The rest doesn't really matter so much. Ryzen 2600 is fine, you might even be great with a 2400G. If you literally use OBS to stream and NOTHING else, then the rest of the system honestly doesn't matter so much. You could go super efficient and install absolutely nothing else and I suspect it will run like a dream, although I don't know for sure cause I've never tried it on a low-end system. As long as you have the GTX1660 or an RTX2060 you're probably going to be golden. Brand doesn't matter.

I'm Australian and I shop at MSY or pccasegear usually. MWave also has good deals.

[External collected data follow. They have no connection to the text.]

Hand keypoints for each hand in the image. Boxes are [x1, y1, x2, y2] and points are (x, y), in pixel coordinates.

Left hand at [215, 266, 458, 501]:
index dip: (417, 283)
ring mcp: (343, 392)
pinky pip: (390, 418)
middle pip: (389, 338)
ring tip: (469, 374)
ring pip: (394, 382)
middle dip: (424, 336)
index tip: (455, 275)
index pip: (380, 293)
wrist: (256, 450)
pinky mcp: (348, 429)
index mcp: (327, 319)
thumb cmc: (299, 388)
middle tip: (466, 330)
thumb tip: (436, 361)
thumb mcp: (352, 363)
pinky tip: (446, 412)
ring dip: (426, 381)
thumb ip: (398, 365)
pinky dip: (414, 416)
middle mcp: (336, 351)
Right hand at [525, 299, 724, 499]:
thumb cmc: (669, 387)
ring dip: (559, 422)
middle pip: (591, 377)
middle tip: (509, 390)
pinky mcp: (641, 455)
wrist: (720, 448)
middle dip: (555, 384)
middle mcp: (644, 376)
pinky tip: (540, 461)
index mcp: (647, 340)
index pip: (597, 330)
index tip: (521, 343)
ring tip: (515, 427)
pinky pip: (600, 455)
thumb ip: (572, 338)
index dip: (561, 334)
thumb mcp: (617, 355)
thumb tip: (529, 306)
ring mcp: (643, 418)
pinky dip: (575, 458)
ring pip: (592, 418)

Correct im using OBS for overlay stream and the PC only to stream. I found some other options with the Ryzen 2400g. What graphics card would be good?

set up would be
PS4 -> El Gato -> OBS to Stream 720 @ 30fps
 

Agamemnus

Member
A GTX 1660 is the cheapest one that does Turing encoding. An RTX 2060 will last you a little longer as overlays get more and more complicated and if you start customising things to the nth degree. But if things stay simple for a while, a GTX 1660 is what I recommend based on what I understand of your situation.
 

koala

Active Member
A GTX 1660 is the cheapest one that does Turing encoding.
Well, "cheap" is not really an adequate description of this (or any other current Nvidia) card. It's the least expensive one.
If there is one thing to complain about these cards, it is they are vastly overpriced. The previous generation (GTX 10x0) was already very expensive, but the Turing generation is just overpriced.
The best deal you can get currently is to get one of the remains of the GTX 10x0, if you want Nvidia.